» Dani
Dani is sick of getting bombarded with spam but is too polite to deal with it
Every day, every one of us will receive some form of spam, whether it be through email or leaflets, phone calls or even text messages.
Does anyone actually get any business from sending out all this junk? If anyone in the world wanted to buy Viagra (or something similar) surely they wouldn’t do it via a spam email, would they? At least email providers attempt to separate spam mail from your wanted messages, yet it still appears acceptable to get phoned in the evening and be asked a series of questions about your house, insurance policy, gas, electricity, water provider, credit card, boiler or double glazing. Is there a decent way in which you can ask these callers to hang up and not call again? Because just simply saying you are not interested doesn’t seem to cut it. Why, even if you listen to their spiel and then politely point out that you are not interested, do they then start to try and convince you that you must be? It always feels to me as if this is an accepted form
of begging.
“If anyone wanted to buy Viagra, surely they wouldn’t do it via a spam email, would they?”
The poor people who have to sit in the office at seven in the evening, disturbing your dinner in the hope that they will make just one sale, probably wouldn’t choose this kind of work. No one likes receiving cold calls so who would actually want to make them? But, a job is a job. No one likes having to get angry at the people who are phoning, but in the end, you can’t help it because they just won’t take no for an answer. Just like the people that own that takeaway in your area. Week one: post flyers. Week two: no one showed up, meaning all the flyers must have been lost. Week three: re-post flyers – and so it goes, on and on.
Even your mobile isn’t safe. You get a text message – oooh, who’s it from? Disappointment is followed by annoyance. And if you are at home during the day it’s likely there will have been a number of different utility suppliers trying to convince you to switch to them. Why is this still allowed?
A majority of the flyers will end up in the recycling box, the emails offering everything strange and sexual are, on the whole, ignored, and the callers on the phone get an earful instead of their commission.
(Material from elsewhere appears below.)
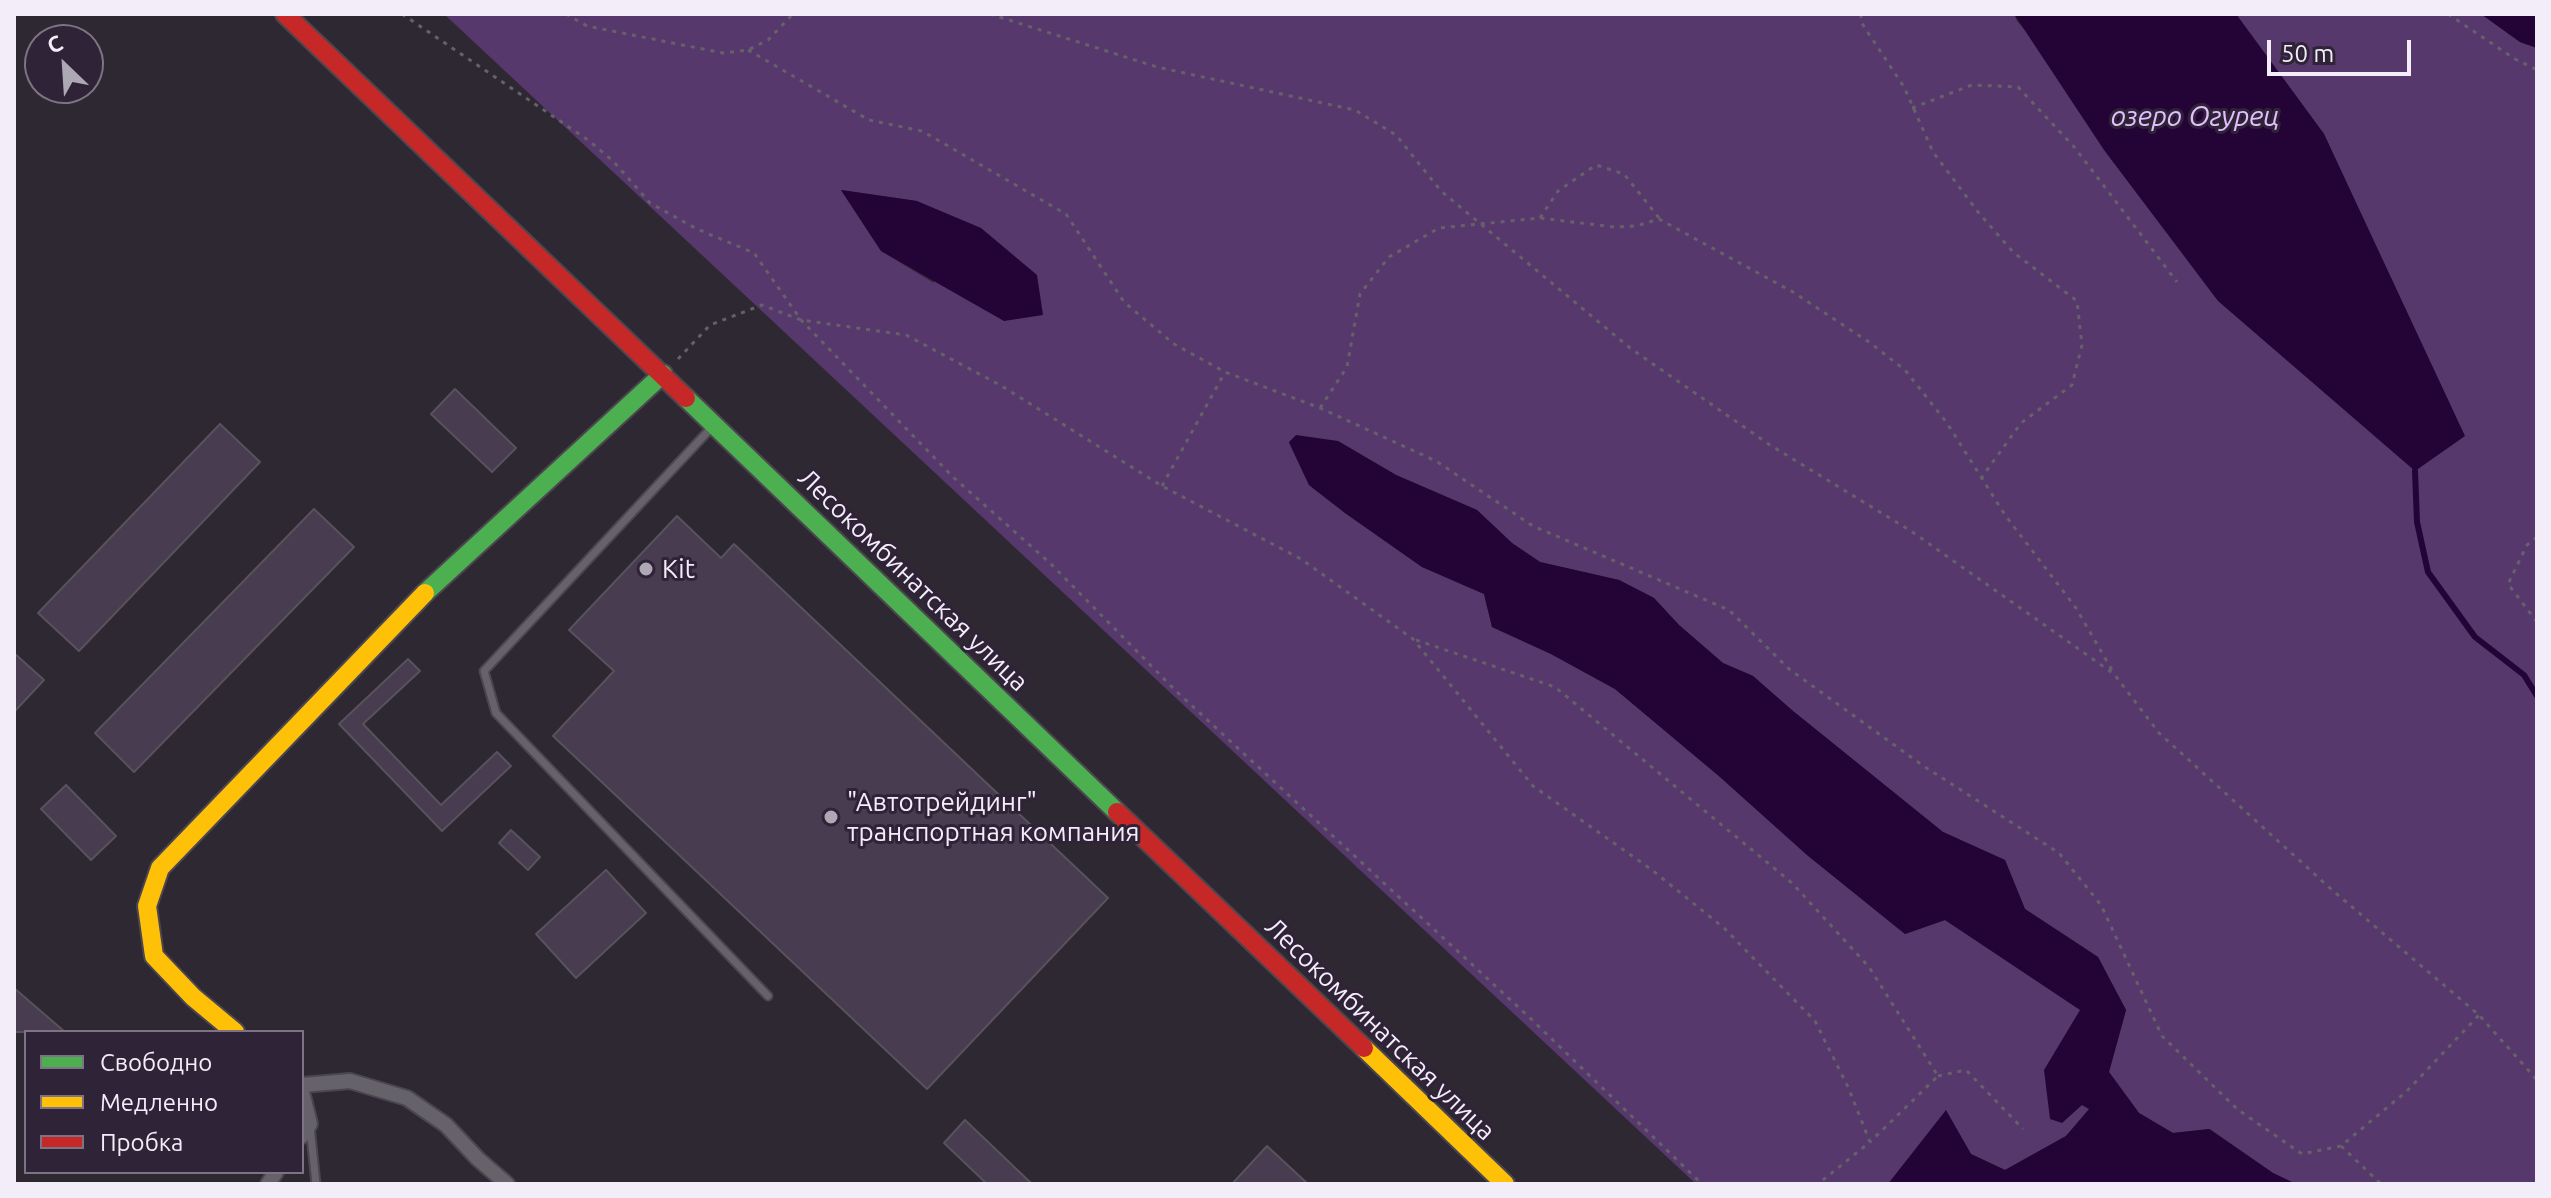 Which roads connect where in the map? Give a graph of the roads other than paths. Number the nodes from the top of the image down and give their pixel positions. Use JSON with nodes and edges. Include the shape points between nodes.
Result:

Is it overstepping the mark when people make you feel uncomfortable in your own home? Surely your right to personal privacy means that once you step into your house, off the advertising-strewn streets, you shouldn’t then have to sift through your email and post to fish out what is actually wanted and then let your dinner get cold because you are too polite to just hang up?
Digging a hole
Is it just me or does it seem as if you can’t leave your front door without coming across some kind of road works? It would be wonderful if they were actually improving things, but it always appears to me as if the same place is being done over and over again, always during the height of the summer or Christmas. Then it seems that once everything is back to normal it’s only a couple of weeks before the roads are dug up again!